The US is a big outlier when it comes to income inequality

It’s no secret that the US has an inequality problem.

But it is striking to see it compared to other developed economies.

In a recent note to clients, Goldman Sachs’ Sumana Manohar and Hugo Scott-Gall shared a chart comparing a given country’s GDP per capita to its Gini coefficient.

The Gini coefficient is a measurement of the income distribution within a country and aims to show the gap between the rich and poor. The number ranges from 0 to 1 where the former represents perfect equality, while the latter represents perfect inequality.
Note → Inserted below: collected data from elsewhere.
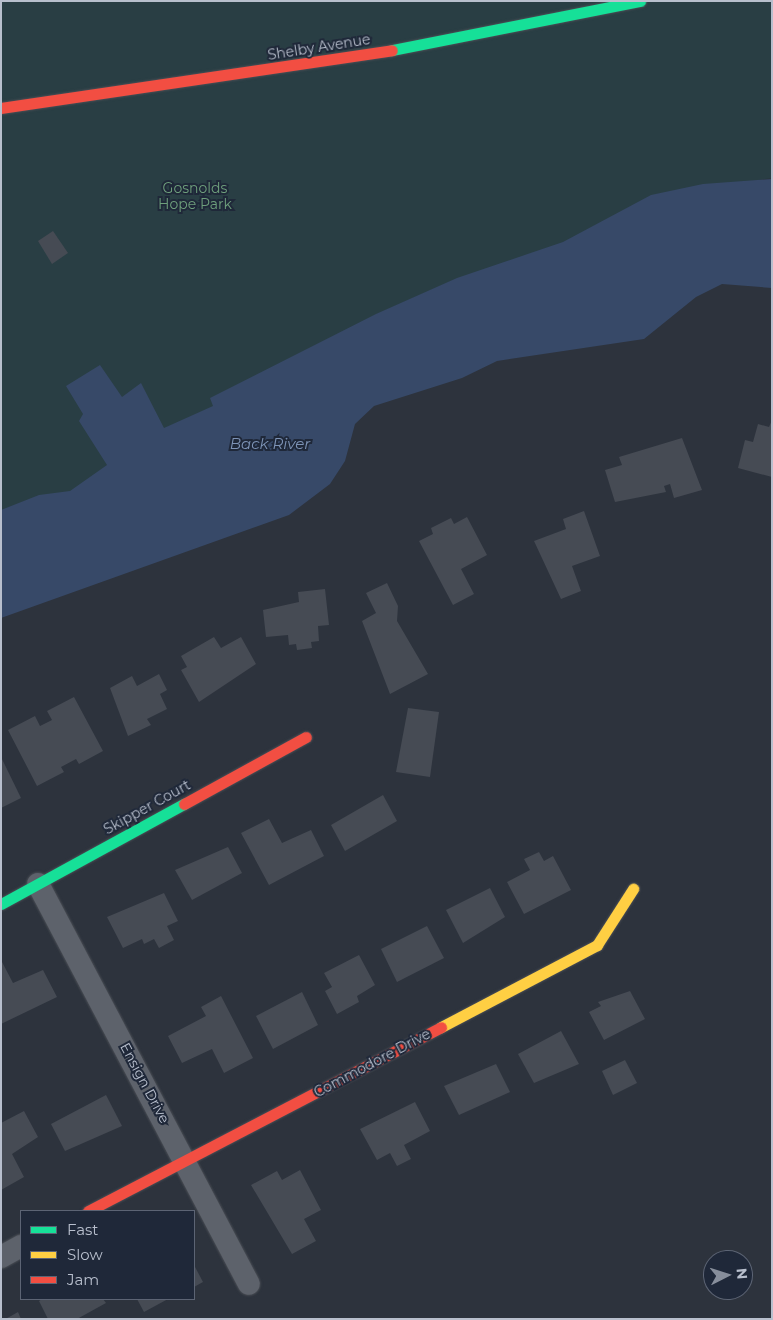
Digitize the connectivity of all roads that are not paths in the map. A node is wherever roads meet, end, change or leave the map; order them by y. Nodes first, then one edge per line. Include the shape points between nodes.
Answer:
1 (640, 1) edge
2 (1, 108) edge
3 (306, 737) dead end
4 (38, 884) junction
5 (633, 889) dead end
6 (1, 904) edge
7 (185, 1160) junction
8 (90, 1210) edge
9 (20, 1247) edge
10 (1, 1257) edge
11 (249, 1284) dead end

1 - 2 street, Shelby Avenue via 365,55
3 - 4 street, Skipper Court
4 - 6 street, Skipper Court
4 - 7 street, Ensign Drive
5 - 7 street, Commodore Drive via 597,945
7 - 8 street, Commodore Drive
7 - 11 street, Ensign Drive
9 - 10 street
So, the greater the given Gini coefficient, the greater inequality is.

In the chart below, developed market economies such as Germany, France, and Sweden tend to have a higher GDP per capita and lower Gini coefficients. On the flip side, emerging market economies like Russia, Brazil, and South Africa tend to have a lower GDP per capita, but a higher Gini coefficient.
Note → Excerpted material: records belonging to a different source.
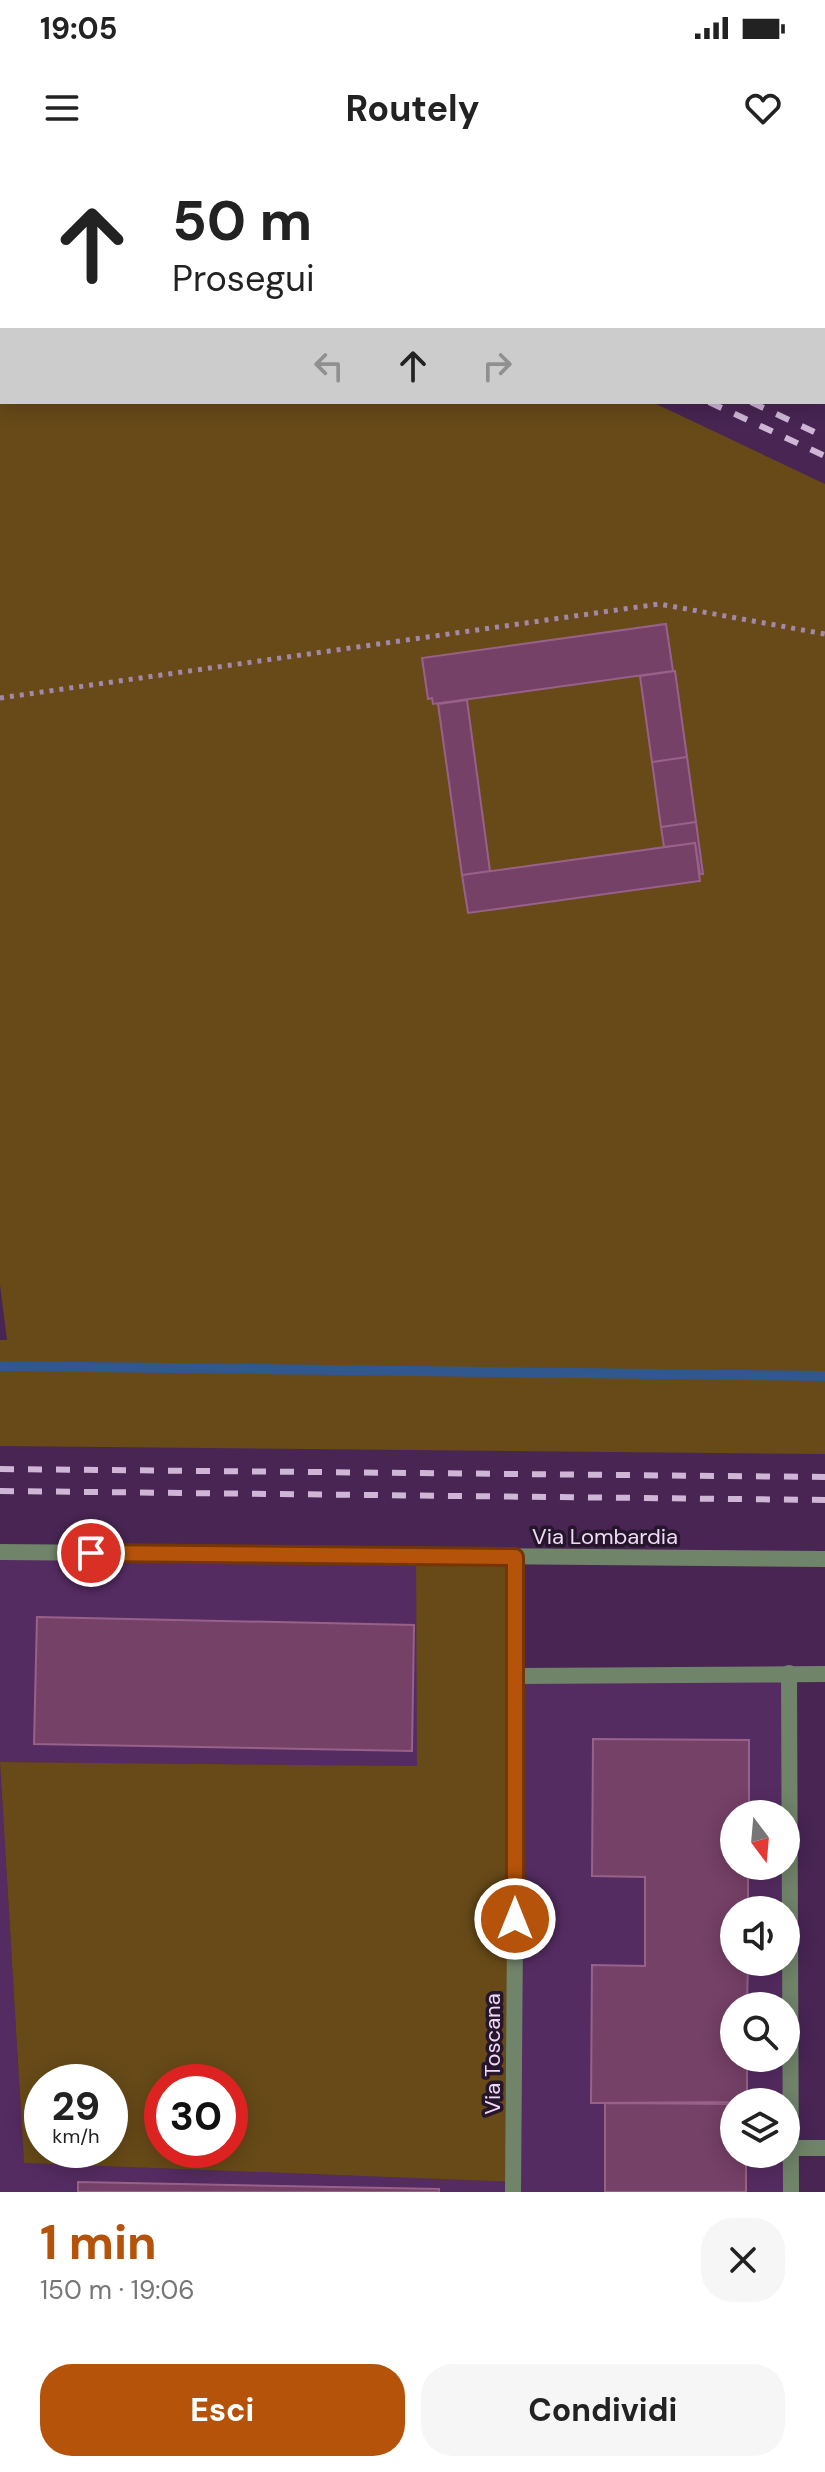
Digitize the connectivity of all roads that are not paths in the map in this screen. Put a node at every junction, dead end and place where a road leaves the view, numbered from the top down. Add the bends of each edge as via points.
1 (0, 1552) edge
2 (515, 1557) junction
3 (825, 1559) edge
4 (789, 1673) junction
5 (825, 1674) edge
6 (517, 1676) junction
7 (791, 2088) edge
8 (800, 2148) edge
9 (825, 2148) edge
10 (791, 2168) edge
11 (513, 2192) edge
12 (791, 2192) edge

1 - 2 street, Via Lombardia
2 - 3 street, Via Lombardia
2 - 6 street, Via Toscana
4 - 5 street
4 - 6 street
4 - 7 street
6 - 11 street, Via Toscana
8 - 9 street
10 - 12 street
However, the most striking thing is that the US is a big outlier. Its GDP per capita is on par with developed Northern European countries like Switzerland and Norway, but its Gini coefficient is around the same as emerging markets like Russia and China.

The Goldman duo also shared a chart comparing the mean versus median incomes in the US from 1975 to 2014. This is another informal measure of inequality: A handful of hyper-affluent people can skew a mean upward, while not changing the median overly much. That means that a higher degree of inequality will likely be reflected in a bigger spread between the mean and median income.

As you can see below, the gap between the two has been widening over time, which suggests that income inequality has been growing.